Oh no, wait, stop press, my bad! Russell just got back to me to say he’s NOT remote, and there IS a grid!
We actually live in a town which is on the Southwest Interconnected Grid. Our problem is that the grid supply has been terribly unreliable and, on one occasion after a cyclone (Seroja) we had no power for 16 days. I was already going to install solar, but the unreliability of the grid supply tipped the scales and we went off-grid.
Russell Heaton
If you’re in, say Europe, and you have a look at the map at that part of the country, you might be wondering if that doesn’t still count as remote, but no, here in Western Australia, that is very much ‘regional’ rather than ‘remote’ 😀
Making very smart use of his power
Here is what Russell told me about how he’s’ using the Home Assistant (HA) software to optimise his energy efficiency:
I use HA to control a timer on my hot water system, so that it doesn’t cook the water until the state of charge of my batteries has reached 95%. Then I make sure, using HA, that the hot water system doesn’t switch on more than once per day. It’s storage type and once per day is plenty and I definitely don’t want it operating at night, off the batteries.

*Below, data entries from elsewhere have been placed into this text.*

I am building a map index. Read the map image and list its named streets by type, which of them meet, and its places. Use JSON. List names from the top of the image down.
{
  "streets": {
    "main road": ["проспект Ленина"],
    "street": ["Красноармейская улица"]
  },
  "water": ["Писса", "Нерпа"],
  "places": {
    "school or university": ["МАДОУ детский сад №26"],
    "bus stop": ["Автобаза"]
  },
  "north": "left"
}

HA also has the final say on when the electric vehicle (EV) charger is allowed to operate. The house batteries have to be 98% charged, or greater, before it will automatically kick in the EV charger. This can be overridden manually (as can the hot water system timer.)

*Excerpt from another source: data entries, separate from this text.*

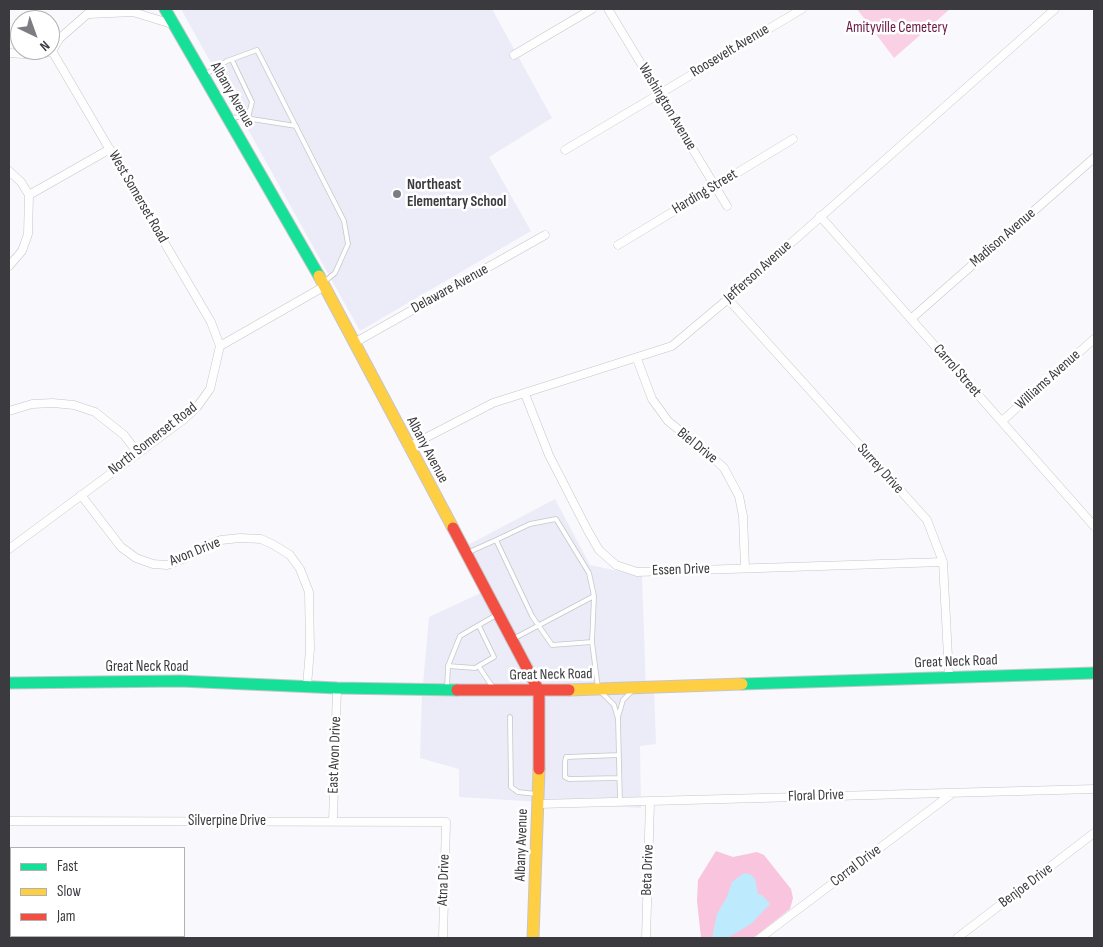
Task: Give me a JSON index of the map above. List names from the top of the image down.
{
  "streets": {
    "main road": ["Albany Avenue", "Great Neck Road"],
    "street": [
      "Roosevelt Avenue",
      "Washington Avenue",
      "Harding Street",
      "West Somerset Road",
      "Madison Avenue",
      "Jefferson Avenue",
      "Delaware Avenue",
      "Carrol Street",
      "Williams Avenue",
      "North Somerset Road",
      "Biel Drive",
      "Surrey Drive",
      "Avon Drive",
      "Essen Drive",
      "East Avon Drive",
      "Floral Drive",
      "Silverpine Drive",
      "Corral Drive",
      "Beta Drive",
      "Atna Drive",
      "Benjoe Drive"
    ]
  },
  "crossings": [
    ["Roosevelt Avenue", "Washington Avenue"],
    ["Albany Avenue", "Jefferson Avenue"],
    ["Albany Avenue", "Delaware Avenue"],
    ["Albany Avenue", "Great Neck Road"],
    ["Albany Avenue", "Floral Drive"],
    ["Washington Avenue", "Harding Street"],
    ["West Somerset Road", "North Somerset Road"],
    ["Madison Avenue", "Carrol Street"],
    ["Jefferson Avenue", "Carrol Street"],
    ["Jefferson Avenue", "Biel Drive"],
    ["Jefferson Avenue", "Surrey Drive"],
    ["Jefferson Avenue", "Essen Drive"],
    ["Carrol Street", "Williams Avenue"],
    ["North Somerset Road", "Avon Drive"],
    ["Biel Drive", "Essen Drive"],
    ["Surrey Drive", "Essen Drive"],
    ["Surrey Drive", "Great Neck Road"],
    ["Avon Drive", "Great Neck Road"],
    ["Great Neck Road", "East Avon Drive"],
    ["East Avon Drive", "Silverpine Drive"],
    ["Floral Drive", "Corral Drive"],
    ["Floral Drive", "Beta Drive"],
    ["Silverpine Drive", "Atna Drive"]
  ],
  "parks": ["Amityville Cemetery"],
  "places": ["Northeast Elementary School"],
  "legend": ["Fast", "Slow", "Jam"],
  "north": "bottom right"
}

HA also controls the fans and air conditioner in the room where the power equipment is located so that the equipment temperature never exceeds 27C and the batteries never exceed 25C, or get cooler than 20C.
I made some infra-red transmitters and use the Home Assistant Climate Integration to control all of my Daikin air conditioners and/or the ducted evaporative cooler.
This uses several humidity sensors to select the most appropriate cooling method, based on the humidity both inside and outside the house. Evaporative coolers lose effectiveness when the air drawn into them gets more humid. When that happens the system automatically switches over to the Daikin air conditioners.
Evaporative air coolers must vent their air to the outside world, so I also use HA to open some shutters and start some extraction fans in the power equipment room and all of the cool air passes through that room and expels into the ceiling cavity above. When it gets too humid the extraction fans turn off and the shutters close, then the air conditioners kick in.
Russell Heaton
And water efficiency too
And my original question was about energy efficiency, but that hardly scratches the surface of what you can get Home Assistant to do, so naturally Russell has not stopped there …
For water usage, I use HA extensively to monitor soil moisture and regulate how much water the gardens get.
The entire reticulation (irrigation) system is controlled by HA, not one of those commercial controllers that you buy from the big green hammer shed. I control 28 solenoids with HA.
HA also controls when our filtered water supply needs topping up and when to stop it topping up.
And it transfers water between the four storage tanks in the yard, as required.
The water filter is tricky because if the water is too warm it destroys the membrane in the reverse osmosis filter, so I use HA to monitor the temperature at the filter and it is only allowed to run if the temperature is below 34C.
Russell Heaton
Goals
Amazing. I’m in awe. Go Russell! Inspirational. If you want to ask him questions about his setup, here’s my original Facebook post in the Facebook group Home Assistant AU & NZ, and his comments.
I’m going to keep on pottering 🙂 Thankfully, in my more urban setting, with the grid to fall back on as needed.